Extropia’s Curious Science: Celestial Bed
EXTROPIA’S CURIOUS SCIENCE: CELESTIAL BED
If you dare peek in your email’s spam folder, there’s a fair chance that you’ll find one or two promotions for something that supposedly boosts your sexual prowess.
There’s nothing new about such claims. Way back in the 1770s, one James Graham (who, having studied medicine in his native Scotland moved to Philadelphia to practice as an eye specialist), encountered Ben Franklin’s demonstrations with electricity, and decided he could market such power to society ladies.
(James Graham. Image from wikimedia commons)
In 1775 he and his brother William moved to London, intent on doing just that. The Grahams provided such things as ‘aetherial balsams’ and as their fame grew they eventually opened the ‘Temple Aesculapio Sacrum’ also known as the ‘Temple of Health’ in 1779.

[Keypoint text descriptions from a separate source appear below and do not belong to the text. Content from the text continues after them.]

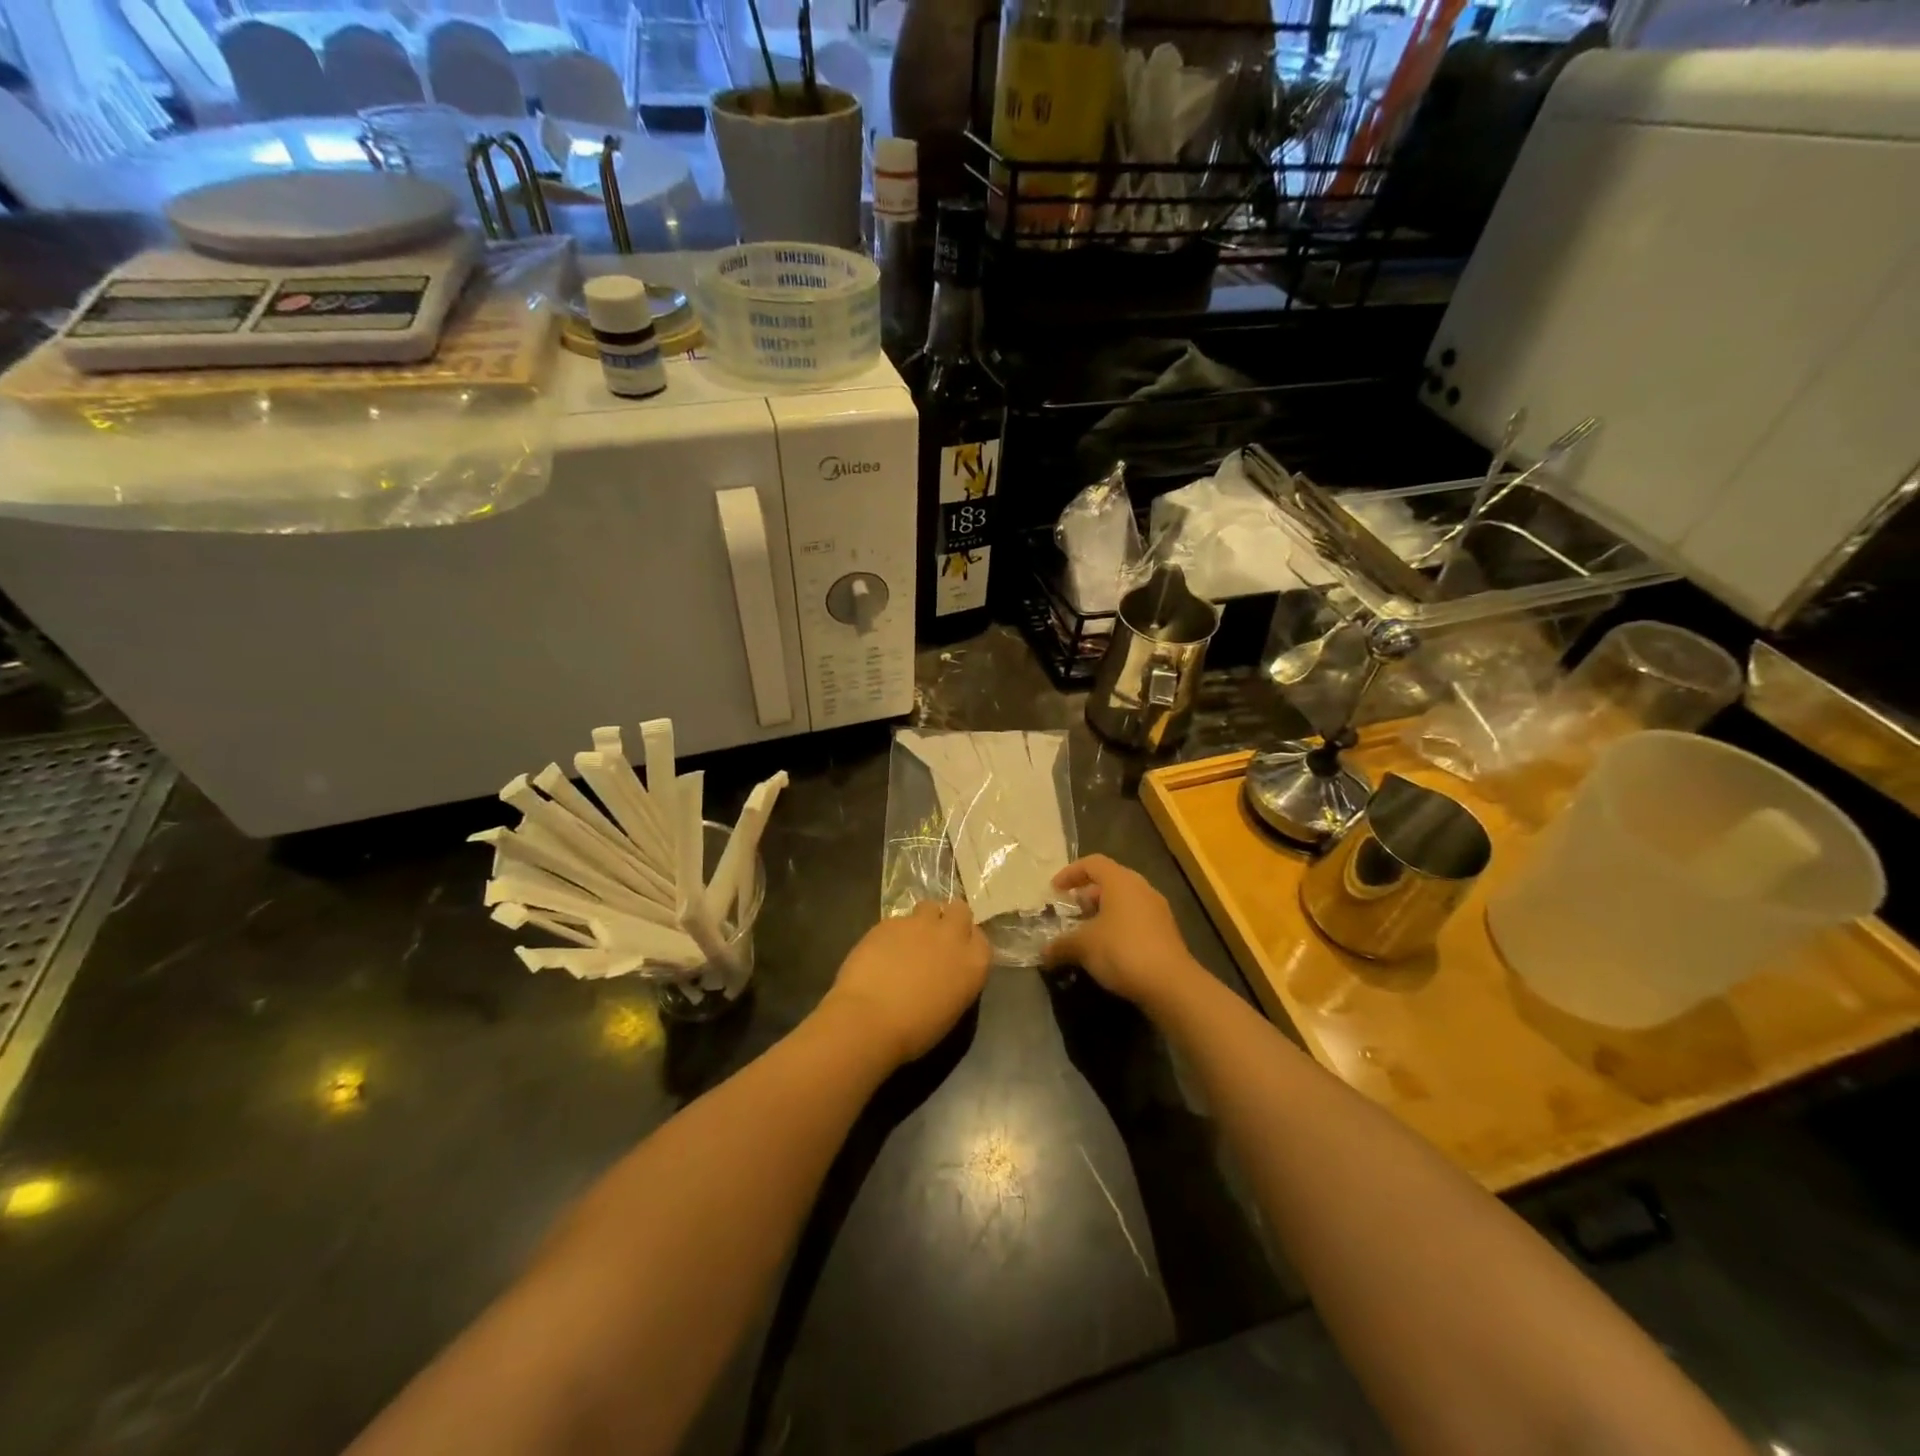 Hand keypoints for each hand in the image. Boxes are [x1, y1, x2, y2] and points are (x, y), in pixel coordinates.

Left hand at [823, 901, 990, 1066]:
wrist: (870, 1020)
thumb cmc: (915, 1030)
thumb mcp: (951, 1009)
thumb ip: (956, 980)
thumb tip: (946, 972)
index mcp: (974, 963)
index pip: (980, 938)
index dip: (967, 942)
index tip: (957, 953)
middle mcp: (952, 936)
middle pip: (959, 910)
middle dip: (949, 919)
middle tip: (936, 938)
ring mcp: (920, 924)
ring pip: (929, 906)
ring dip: (923, 920)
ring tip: (908, 940)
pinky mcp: (891, 921)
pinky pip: (898, 920)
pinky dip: (894, 931)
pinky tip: (882, 950)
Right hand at [1042, 855, 1204, 1011]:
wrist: (1171, 985)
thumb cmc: (1122, 950)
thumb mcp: (1083, 946)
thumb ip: (1061, 944)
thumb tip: (1044, 952)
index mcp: (1121, 881)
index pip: (1092, 863)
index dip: (1070, 873)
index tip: (1054, 890)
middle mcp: (1141, 888)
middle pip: (1109, 881)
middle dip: (1086, 895)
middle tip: (1069, 912)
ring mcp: (1157, 910)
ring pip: (1124, 902)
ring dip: (1102, 913)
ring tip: (1084, 933)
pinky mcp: (1165, 932)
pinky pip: (1135, 920)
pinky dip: (1117, 927)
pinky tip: (1106, 950)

The centrepiece of this temple could be found in a private room on the second floor. The princely sum of £50 (£500 in today’s money) bought you a spell on the Celestial Bed. It was charged with electrical current and this meant “the barren must certainly become more fruitful when they are powerfully agitated in the delights of love”. Or so the brothers claimed.
It turned out, however, that not enough people were convinced enough to fork out £50 for a romp on the Celestial Bed, and so the Grahams never managed to recoup the £10,000 investment. They closed down their Temple of Health and James Graham moved back to Edinburg where he lectured on the benefits of healthy eating until his untimely death in 1749 from a burst blood vessel. He was 49 years old.